__What to work on__: The answer must consist of every line in the records below that contains the string "Χανίων".
+ + + + + + +
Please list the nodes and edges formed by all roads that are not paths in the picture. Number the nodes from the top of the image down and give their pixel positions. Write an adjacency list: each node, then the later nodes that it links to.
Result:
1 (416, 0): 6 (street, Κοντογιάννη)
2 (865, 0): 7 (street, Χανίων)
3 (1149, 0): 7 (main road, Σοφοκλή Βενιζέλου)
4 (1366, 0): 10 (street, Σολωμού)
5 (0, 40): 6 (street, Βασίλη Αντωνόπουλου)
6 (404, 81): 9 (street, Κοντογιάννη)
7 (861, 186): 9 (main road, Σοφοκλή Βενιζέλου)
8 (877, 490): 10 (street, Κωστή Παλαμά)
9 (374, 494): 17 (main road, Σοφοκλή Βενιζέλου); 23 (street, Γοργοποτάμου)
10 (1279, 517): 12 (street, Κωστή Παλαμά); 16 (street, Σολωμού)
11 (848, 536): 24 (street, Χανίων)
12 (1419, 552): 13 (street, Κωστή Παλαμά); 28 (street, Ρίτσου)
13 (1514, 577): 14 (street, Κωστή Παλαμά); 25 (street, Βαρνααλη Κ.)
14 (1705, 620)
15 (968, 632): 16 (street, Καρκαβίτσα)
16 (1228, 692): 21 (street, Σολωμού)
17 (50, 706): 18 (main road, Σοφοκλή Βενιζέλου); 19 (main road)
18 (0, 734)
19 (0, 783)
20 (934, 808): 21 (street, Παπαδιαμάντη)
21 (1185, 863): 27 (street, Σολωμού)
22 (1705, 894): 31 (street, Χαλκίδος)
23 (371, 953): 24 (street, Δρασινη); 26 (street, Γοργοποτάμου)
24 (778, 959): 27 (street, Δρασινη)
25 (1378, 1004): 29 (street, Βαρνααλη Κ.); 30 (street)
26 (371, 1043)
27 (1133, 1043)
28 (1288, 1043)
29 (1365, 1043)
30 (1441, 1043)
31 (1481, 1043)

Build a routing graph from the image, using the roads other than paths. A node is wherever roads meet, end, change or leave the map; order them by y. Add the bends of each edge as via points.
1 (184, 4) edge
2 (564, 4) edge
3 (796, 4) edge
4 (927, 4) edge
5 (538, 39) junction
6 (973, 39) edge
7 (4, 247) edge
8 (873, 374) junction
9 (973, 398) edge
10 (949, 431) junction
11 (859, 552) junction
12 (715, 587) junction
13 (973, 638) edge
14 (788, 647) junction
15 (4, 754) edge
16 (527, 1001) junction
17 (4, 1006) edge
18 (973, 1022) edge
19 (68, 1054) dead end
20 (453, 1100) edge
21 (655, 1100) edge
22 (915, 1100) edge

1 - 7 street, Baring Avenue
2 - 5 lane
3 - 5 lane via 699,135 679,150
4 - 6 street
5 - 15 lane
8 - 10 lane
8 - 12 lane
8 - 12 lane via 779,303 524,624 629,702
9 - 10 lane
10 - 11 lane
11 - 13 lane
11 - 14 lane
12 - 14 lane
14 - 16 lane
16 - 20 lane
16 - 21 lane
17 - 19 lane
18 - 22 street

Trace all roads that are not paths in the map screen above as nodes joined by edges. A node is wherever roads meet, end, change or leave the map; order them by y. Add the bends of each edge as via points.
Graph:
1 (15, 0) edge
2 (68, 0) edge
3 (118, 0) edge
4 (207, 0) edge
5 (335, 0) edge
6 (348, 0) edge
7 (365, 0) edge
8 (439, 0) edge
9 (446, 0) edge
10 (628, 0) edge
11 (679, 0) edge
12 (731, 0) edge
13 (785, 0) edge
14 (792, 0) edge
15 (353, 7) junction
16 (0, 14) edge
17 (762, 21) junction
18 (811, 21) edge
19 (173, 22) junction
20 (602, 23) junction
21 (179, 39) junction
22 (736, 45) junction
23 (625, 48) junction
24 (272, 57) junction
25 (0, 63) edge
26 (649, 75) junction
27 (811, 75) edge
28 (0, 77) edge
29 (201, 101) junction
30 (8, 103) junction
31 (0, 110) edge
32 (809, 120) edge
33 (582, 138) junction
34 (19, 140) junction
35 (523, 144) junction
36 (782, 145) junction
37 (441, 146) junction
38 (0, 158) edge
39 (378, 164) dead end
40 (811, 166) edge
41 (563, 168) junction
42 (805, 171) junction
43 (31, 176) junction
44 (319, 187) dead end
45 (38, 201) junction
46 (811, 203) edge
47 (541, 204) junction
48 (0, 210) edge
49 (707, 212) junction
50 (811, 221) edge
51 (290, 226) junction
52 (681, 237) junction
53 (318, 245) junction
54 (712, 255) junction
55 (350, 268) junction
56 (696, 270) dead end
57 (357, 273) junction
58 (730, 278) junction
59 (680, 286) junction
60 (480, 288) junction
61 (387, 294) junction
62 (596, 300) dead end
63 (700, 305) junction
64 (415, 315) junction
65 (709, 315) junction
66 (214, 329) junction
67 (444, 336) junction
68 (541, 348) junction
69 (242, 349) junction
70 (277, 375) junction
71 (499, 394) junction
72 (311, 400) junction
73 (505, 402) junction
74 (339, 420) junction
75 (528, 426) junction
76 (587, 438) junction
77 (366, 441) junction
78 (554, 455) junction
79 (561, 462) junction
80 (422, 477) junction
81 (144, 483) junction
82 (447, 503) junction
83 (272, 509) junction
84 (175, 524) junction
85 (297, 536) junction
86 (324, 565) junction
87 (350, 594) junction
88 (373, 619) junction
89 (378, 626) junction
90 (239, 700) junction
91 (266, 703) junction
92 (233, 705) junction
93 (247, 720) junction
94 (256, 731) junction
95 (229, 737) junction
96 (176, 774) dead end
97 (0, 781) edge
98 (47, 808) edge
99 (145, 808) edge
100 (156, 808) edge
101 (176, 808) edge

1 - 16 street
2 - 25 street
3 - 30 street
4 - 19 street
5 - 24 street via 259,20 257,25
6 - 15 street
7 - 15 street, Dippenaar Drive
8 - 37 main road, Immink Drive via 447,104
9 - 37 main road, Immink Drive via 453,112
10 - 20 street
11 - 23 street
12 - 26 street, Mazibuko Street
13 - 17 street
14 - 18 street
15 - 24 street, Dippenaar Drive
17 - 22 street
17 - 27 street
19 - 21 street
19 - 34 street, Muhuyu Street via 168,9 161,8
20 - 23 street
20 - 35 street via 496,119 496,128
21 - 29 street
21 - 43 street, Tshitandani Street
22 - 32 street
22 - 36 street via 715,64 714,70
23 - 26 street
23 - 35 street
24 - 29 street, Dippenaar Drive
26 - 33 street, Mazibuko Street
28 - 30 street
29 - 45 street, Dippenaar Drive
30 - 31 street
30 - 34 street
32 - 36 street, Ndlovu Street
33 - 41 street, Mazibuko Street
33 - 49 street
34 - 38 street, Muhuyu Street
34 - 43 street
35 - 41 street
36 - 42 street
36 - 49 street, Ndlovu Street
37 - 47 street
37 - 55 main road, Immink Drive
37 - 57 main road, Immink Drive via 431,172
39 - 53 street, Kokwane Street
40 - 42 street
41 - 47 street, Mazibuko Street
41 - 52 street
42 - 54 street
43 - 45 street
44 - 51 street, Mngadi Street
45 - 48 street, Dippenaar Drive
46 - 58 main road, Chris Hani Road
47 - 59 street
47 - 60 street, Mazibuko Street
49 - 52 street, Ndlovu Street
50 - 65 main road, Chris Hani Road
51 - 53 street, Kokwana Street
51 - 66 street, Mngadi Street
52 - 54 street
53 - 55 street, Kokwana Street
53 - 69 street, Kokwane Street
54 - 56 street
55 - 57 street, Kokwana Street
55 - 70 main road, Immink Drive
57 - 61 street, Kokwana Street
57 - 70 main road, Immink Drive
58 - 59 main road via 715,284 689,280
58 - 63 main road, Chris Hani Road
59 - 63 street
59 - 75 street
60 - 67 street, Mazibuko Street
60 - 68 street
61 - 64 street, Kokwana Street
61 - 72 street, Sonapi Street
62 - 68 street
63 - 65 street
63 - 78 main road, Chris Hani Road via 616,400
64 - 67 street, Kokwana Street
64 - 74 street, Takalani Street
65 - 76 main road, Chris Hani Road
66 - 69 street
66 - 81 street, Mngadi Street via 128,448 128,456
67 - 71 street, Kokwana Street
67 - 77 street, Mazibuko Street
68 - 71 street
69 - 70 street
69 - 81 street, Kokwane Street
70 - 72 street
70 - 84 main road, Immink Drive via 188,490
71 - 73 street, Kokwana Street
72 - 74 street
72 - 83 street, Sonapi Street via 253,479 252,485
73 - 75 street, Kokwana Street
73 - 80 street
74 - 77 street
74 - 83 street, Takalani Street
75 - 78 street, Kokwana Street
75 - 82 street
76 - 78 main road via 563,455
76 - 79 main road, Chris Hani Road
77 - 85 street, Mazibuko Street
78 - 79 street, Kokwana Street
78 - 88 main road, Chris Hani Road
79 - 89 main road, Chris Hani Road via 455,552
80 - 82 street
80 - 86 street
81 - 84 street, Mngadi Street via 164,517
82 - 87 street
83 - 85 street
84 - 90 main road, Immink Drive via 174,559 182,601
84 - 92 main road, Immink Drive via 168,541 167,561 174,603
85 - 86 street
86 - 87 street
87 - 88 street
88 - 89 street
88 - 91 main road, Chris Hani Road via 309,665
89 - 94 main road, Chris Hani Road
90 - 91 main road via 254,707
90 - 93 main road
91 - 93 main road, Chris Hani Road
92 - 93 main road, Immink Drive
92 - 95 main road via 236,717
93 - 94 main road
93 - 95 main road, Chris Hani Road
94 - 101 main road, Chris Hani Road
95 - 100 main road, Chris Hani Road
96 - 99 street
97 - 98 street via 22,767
+ + + + + + +
__Reply to the task__:
2 (865, 0): 7 (street, Χανίων)
11 (848, 536): 24 (street, Χανίων)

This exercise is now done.